┌─ Dataset excerpts
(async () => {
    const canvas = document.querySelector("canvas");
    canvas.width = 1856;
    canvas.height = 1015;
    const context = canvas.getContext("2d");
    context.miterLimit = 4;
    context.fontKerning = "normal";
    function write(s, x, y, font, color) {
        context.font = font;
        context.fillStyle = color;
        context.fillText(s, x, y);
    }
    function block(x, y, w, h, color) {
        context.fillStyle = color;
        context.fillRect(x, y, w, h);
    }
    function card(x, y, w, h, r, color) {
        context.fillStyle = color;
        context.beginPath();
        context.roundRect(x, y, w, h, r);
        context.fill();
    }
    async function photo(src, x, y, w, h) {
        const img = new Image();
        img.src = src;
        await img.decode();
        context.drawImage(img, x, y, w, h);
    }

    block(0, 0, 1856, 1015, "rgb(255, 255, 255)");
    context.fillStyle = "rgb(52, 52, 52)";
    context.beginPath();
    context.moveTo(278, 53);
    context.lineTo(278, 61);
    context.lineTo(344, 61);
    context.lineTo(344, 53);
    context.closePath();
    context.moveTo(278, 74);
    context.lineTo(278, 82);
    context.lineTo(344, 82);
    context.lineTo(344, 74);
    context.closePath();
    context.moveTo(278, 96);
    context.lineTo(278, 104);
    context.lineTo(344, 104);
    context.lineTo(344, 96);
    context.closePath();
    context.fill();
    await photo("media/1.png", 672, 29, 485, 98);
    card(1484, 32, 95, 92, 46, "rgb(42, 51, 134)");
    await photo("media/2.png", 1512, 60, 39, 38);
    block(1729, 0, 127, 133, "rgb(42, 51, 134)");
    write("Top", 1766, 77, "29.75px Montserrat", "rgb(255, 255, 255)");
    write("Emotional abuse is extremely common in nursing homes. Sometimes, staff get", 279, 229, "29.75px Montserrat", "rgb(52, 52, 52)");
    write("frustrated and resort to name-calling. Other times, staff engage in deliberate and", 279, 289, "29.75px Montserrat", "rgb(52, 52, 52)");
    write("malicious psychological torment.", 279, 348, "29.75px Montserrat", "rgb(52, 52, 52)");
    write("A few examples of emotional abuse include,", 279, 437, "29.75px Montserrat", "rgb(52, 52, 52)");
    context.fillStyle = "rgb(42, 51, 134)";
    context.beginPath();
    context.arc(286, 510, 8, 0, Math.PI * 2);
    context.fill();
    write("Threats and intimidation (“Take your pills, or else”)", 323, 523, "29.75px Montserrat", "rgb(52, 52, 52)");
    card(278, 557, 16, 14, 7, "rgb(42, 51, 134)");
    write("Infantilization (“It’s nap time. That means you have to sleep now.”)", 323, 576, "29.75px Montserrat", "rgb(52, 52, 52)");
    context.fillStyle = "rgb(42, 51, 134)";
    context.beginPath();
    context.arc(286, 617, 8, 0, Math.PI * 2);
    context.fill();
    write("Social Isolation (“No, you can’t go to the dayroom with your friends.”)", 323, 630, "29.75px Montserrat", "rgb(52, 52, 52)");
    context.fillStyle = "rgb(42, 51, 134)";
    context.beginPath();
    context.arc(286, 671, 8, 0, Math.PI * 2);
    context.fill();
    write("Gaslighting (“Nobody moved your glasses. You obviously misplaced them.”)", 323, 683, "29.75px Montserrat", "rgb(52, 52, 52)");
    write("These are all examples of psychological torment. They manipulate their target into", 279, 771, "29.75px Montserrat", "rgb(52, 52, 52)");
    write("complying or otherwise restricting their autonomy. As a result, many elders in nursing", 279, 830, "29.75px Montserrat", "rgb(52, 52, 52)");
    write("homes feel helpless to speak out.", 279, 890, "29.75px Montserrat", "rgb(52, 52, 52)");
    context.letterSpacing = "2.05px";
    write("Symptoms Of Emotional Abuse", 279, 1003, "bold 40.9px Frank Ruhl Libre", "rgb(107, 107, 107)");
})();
└─
*Action item*.
Copy whichever lines above contain the string "canvas".

*Task answer*.
    const canvas = document.querySelector("canvas");
    canvas.width = 1856;
    canvas.height = 1015;
    const context = canvas.getContext("2d");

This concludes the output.